# YARA retro hunt with timegating on TiCloud
This notebook contains an example of how to use the ReversingLabs SDK 
to add a YARA ruleset, start a retrohunt and filter output by time.

### Used titaniumCloud classes
- **YARAHunting** (*TCA-0303 - Create/Delete a YARA Ruleset*)
- **YARARetroHunting** (*TCA-0319 - Start/Cancel YARA Retro Hunt*)
- **FileReputation** (*TCA-0101 - File Reputation (Malware Presence)*)

### Credentials
Credentials are loaded from a local file instead of being written here in plain text.
To learn how to create credentials file, see the **Storing and using credentials** section in the [README file](./README.md)
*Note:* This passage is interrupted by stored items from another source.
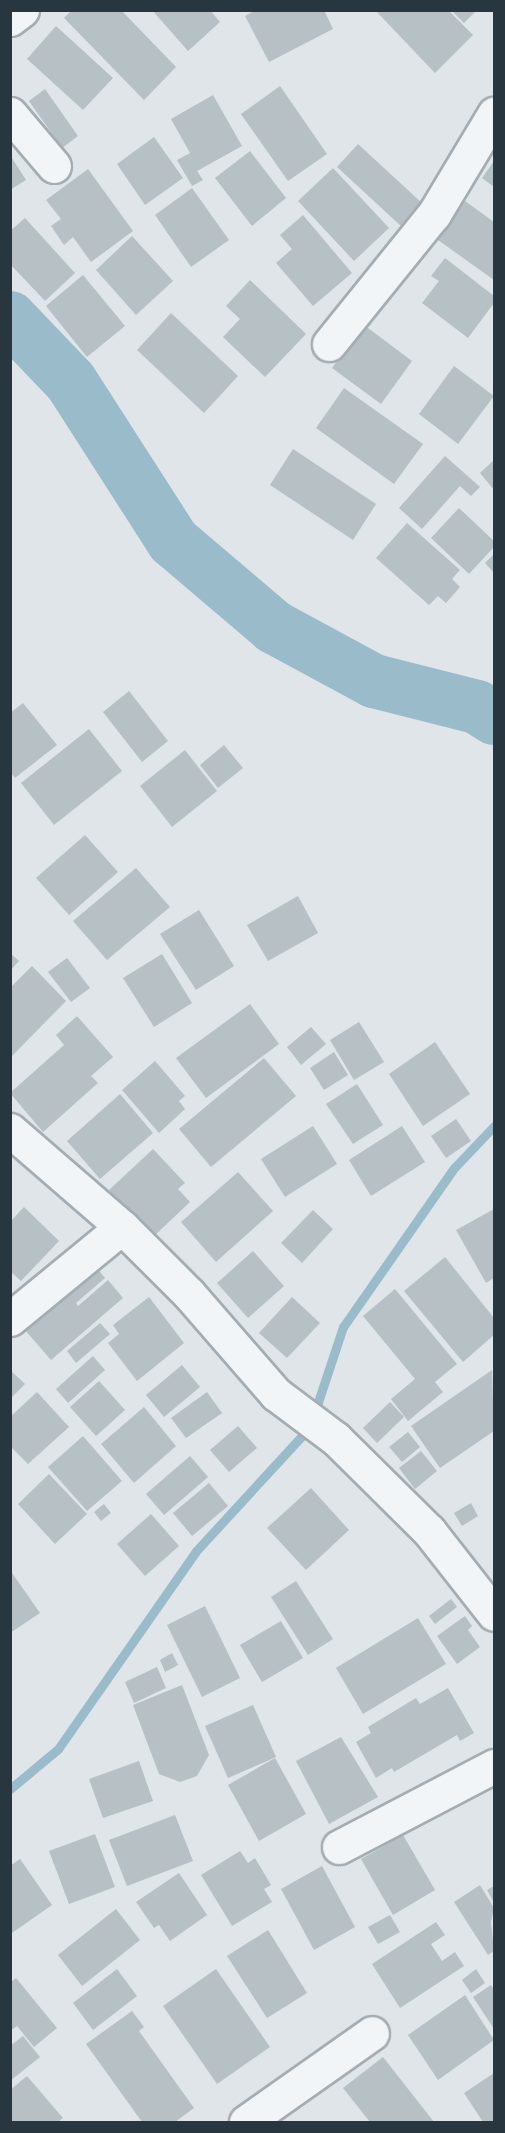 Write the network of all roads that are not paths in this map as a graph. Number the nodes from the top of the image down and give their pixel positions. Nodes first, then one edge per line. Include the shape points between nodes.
1 (22, 10) edge
2 (10, 19) edge
3 (10, 114) edge
4 (495, 114) edge
5 (54, 166) dead end
6 (329, 344) dead end
7 (10, 1130) edge
8 (122, 1227) junction
9 (10, 1319) edge
10 (495, 1614) edge
11 (495, 1766) edge
12 (339, 1847) dead end
13 (372, 2033) dead end
14 (246, 2122) edge

1 - 2 street
3 - 5 street
4 - 6 street via 434,214
7 - 8 street
8 - 9 street
8 - 10 street via 189,1294 276,1394 336,1439 429,1532
11 - 12 street
13 - 14 street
### Time gated Retro Hunt with TiCloud
The first step on our hunt for interesting samples is to create a rule on TiCloud which we will use in our retro hunt.
But before that we import the necessary classes and load our configuration.

In [None]:
import json
import time
import datetime
from itertools import islice

from ReversingLabs.SDK.ticloud import YARAHunting, YARARetroHunting, FileReputation


CREDENTIALS = json.load(open('credentials.json'))
USERNAME = CREDENTIALS.get("ticloud").get("username")
PASSWORD = CREDENTIALS.get("ticloud").get("password")
USER_AGENT = json.load(open('../user_agent.json'))["user_agent"]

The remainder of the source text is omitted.